Salah satu siswi, Aprillia Ronauli Sianturi, mengungkapkan, “Acara pelepasan ini menjadi momen berharga sebagai tanda berakhirnya masa putih abu. Puji Tuhan, acara berjalan lancar berkat kerja sama sekolah, panitia, dan seluruh siswa. Kini siswa-siswi Grantha Sahitya memulai perjuangan baru di dunia masyarakat. Semoga kita semua bertemu kembali di titik terbaik dengan kesuksesan masing-masing.”
Pendapat serupa disampaikan oleh Salma Naila Mardzak. Ia mengatakan, “Acara perpisahan ini menyadarkan kami bahwa masa SMA telah usai, akhir sederhana yang penuh kesan. Rangkaian acara yang khidmat dan menyenangkan, ditutup dengan musik serta seragam penuh stiker, menjadi simbol indahnya kenangan di SMAN 1 Padalarang. Momen ini juga mengingatkan bahwa setiap akhir adalah awal baru untuk melangkah menuju masa depan.”
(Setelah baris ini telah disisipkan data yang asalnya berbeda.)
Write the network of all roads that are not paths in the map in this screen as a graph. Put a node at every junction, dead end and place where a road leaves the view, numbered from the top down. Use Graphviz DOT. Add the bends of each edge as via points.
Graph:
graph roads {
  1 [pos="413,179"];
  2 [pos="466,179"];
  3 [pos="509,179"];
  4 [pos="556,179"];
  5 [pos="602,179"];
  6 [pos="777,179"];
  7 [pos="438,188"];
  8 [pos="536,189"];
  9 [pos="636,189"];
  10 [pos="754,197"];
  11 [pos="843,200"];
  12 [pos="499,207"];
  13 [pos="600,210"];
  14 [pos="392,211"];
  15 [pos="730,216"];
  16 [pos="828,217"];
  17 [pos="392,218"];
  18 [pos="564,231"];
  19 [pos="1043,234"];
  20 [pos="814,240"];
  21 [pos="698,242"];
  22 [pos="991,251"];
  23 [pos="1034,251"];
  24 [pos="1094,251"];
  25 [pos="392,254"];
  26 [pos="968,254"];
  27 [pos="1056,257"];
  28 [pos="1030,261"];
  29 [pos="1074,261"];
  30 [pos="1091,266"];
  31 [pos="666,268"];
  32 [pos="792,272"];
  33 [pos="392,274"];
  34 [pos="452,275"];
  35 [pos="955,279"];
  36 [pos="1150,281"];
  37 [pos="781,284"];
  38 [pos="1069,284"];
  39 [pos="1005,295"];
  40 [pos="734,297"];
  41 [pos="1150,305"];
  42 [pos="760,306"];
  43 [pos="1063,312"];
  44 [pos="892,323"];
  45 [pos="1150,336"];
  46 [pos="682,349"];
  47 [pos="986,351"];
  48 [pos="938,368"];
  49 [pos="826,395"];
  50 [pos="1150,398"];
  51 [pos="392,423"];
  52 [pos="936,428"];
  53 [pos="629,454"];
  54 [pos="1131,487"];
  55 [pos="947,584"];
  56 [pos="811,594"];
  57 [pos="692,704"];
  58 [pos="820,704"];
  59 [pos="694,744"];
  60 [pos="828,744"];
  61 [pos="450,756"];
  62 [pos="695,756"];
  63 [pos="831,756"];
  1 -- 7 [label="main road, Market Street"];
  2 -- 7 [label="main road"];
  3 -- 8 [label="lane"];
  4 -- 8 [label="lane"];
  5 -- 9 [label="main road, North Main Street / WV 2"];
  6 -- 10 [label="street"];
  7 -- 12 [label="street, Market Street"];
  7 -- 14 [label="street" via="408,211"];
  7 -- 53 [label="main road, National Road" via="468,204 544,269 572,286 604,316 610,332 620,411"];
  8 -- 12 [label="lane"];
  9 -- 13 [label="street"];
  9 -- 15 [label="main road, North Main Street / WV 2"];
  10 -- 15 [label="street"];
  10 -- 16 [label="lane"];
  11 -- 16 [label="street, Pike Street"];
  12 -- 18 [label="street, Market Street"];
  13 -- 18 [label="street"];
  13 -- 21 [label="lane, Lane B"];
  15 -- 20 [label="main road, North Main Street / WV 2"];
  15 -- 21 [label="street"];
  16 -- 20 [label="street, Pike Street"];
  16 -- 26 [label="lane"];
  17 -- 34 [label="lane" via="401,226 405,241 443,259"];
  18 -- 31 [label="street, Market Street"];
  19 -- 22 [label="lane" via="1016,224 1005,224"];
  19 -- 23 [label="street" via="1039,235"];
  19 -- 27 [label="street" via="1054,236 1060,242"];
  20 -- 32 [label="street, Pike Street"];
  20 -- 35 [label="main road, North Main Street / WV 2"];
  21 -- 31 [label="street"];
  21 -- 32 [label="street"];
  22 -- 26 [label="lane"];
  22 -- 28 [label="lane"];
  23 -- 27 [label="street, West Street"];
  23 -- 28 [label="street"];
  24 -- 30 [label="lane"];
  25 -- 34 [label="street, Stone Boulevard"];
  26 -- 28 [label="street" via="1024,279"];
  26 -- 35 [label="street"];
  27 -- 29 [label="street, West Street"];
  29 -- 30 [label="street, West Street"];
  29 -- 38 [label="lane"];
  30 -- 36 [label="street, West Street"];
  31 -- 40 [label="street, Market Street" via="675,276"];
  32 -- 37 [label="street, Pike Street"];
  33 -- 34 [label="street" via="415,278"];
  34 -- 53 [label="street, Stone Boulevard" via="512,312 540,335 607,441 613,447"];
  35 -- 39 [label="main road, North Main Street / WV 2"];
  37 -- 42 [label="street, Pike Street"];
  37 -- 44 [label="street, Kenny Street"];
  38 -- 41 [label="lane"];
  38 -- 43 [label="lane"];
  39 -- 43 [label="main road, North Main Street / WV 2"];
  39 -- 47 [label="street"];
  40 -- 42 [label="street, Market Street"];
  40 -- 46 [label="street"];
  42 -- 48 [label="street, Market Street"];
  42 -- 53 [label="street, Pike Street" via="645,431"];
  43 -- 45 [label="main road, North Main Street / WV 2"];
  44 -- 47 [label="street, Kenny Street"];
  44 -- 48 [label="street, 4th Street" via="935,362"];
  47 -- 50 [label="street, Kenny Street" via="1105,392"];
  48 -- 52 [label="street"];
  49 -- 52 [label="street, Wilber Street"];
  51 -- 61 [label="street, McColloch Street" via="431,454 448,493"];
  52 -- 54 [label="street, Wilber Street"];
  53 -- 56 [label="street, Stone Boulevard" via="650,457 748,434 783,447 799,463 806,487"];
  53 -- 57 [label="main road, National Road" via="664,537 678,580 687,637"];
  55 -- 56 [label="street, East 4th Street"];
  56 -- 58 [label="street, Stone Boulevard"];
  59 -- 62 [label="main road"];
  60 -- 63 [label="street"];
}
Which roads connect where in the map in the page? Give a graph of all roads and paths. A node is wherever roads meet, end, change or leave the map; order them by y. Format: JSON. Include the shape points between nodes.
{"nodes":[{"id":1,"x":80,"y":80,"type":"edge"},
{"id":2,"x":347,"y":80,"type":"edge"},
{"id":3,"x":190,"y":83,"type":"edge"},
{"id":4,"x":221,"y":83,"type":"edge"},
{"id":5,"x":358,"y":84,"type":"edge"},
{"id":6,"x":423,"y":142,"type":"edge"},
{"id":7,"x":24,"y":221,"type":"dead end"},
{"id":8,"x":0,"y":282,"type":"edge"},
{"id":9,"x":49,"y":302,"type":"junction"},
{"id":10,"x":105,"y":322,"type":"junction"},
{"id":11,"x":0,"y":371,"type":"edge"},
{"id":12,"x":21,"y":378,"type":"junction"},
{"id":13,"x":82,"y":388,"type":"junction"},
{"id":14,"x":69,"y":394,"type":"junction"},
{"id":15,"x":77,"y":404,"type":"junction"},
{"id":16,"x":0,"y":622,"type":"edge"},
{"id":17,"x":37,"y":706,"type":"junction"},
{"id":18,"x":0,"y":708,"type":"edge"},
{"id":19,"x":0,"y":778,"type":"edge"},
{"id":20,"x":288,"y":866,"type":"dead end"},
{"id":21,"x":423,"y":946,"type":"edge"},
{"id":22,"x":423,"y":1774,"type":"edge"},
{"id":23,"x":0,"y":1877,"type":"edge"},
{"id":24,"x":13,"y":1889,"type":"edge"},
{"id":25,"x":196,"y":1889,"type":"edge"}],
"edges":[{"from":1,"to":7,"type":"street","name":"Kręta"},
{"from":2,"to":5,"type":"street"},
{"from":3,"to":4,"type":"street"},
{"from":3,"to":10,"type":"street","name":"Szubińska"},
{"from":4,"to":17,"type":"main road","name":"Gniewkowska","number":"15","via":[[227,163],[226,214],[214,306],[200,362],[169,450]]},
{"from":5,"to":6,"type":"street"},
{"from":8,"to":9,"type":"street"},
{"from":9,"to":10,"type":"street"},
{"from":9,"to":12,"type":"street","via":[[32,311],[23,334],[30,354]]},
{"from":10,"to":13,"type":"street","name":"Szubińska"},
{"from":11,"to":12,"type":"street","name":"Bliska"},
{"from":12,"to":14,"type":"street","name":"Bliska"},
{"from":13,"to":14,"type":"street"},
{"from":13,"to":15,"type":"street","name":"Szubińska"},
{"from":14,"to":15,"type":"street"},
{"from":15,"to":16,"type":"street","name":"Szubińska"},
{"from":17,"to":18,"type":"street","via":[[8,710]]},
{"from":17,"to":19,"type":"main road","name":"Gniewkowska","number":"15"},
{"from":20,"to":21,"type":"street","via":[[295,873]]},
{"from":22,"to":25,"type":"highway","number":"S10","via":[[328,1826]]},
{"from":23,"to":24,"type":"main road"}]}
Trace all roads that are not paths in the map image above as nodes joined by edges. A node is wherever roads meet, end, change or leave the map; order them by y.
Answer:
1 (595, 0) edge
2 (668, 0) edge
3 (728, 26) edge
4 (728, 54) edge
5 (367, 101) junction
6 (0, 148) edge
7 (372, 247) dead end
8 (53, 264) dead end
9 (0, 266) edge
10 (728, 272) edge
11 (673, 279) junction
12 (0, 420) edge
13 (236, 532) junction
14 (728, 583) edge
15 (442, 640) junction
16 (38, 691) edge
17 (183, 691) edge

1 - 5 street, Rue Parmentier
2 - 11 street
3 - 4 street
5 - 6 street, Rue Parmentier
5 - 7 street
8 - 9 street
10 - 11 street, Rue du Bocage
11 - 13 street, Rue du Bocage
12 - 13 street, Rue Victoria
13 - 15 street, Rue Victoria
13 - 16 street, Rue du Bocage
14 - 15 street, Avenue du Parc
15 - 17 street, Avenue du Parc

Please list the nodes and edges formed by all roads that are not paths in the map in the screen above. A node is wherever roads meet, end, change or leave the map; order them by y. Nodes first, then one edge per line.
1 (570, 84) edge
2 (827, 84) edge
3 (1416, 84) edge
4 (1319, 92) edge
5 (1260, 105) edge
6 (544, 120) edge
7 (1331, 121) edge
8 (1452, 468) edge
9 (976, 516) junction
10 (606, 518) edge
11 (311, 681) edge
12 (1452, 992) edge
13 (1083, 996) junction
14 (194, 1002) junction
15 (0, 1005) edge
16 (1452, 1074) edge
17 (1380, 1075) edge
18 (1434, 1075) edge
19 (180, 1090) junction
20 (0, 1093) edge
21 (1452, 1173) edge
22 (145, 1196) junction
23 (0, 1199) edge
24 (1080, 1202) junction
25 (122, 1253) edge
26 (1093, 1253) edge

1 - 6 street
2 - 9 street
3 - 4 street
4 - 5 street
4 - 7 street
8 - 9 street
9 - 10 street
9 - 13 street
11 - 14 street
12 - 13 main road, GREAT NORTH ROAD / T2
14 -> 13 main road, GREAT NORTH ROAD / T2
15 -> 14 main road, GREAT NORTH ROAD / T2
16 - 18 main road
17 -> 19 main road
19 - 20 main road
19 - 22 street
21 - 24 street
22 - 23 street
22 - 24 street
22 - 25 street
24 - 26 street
Sementara itu, Manika Jingga turut menyampaikan kesannya, “Acara pelepasan kemarin bikin perasaan campur aduk, enang karena akhirnya lulus, tapi juga sedih karena harus berpisah dengan teman-teman. Meski acaranya belum sepenuhnya sesuai ekspektasi, aku tetap bersyukur bisa merasakan momen terakhir bersama. Kebersamaan itu mengingatkanku pada hari-hari spesial selama sekolah. Terima kasih untuk SMAN 1 Padalarang atas ilmu dan pengalaman berharganya. Semoga kita semua bertemu lagi di titik terbaik, see you on top Grantha Sahitya 56.”
Acara pelepasan ini menjadi penutup yang manis bagi perjalanan siswa kelas XII SMAN 1 Padalarang. Lebih dari sekadar seremoni kelulusan, momen ini menjadi pengingat bahwa setiap perpisahan adalah awal dari perjalanan baru menuju cita-cita dan masa depan yang gemilang.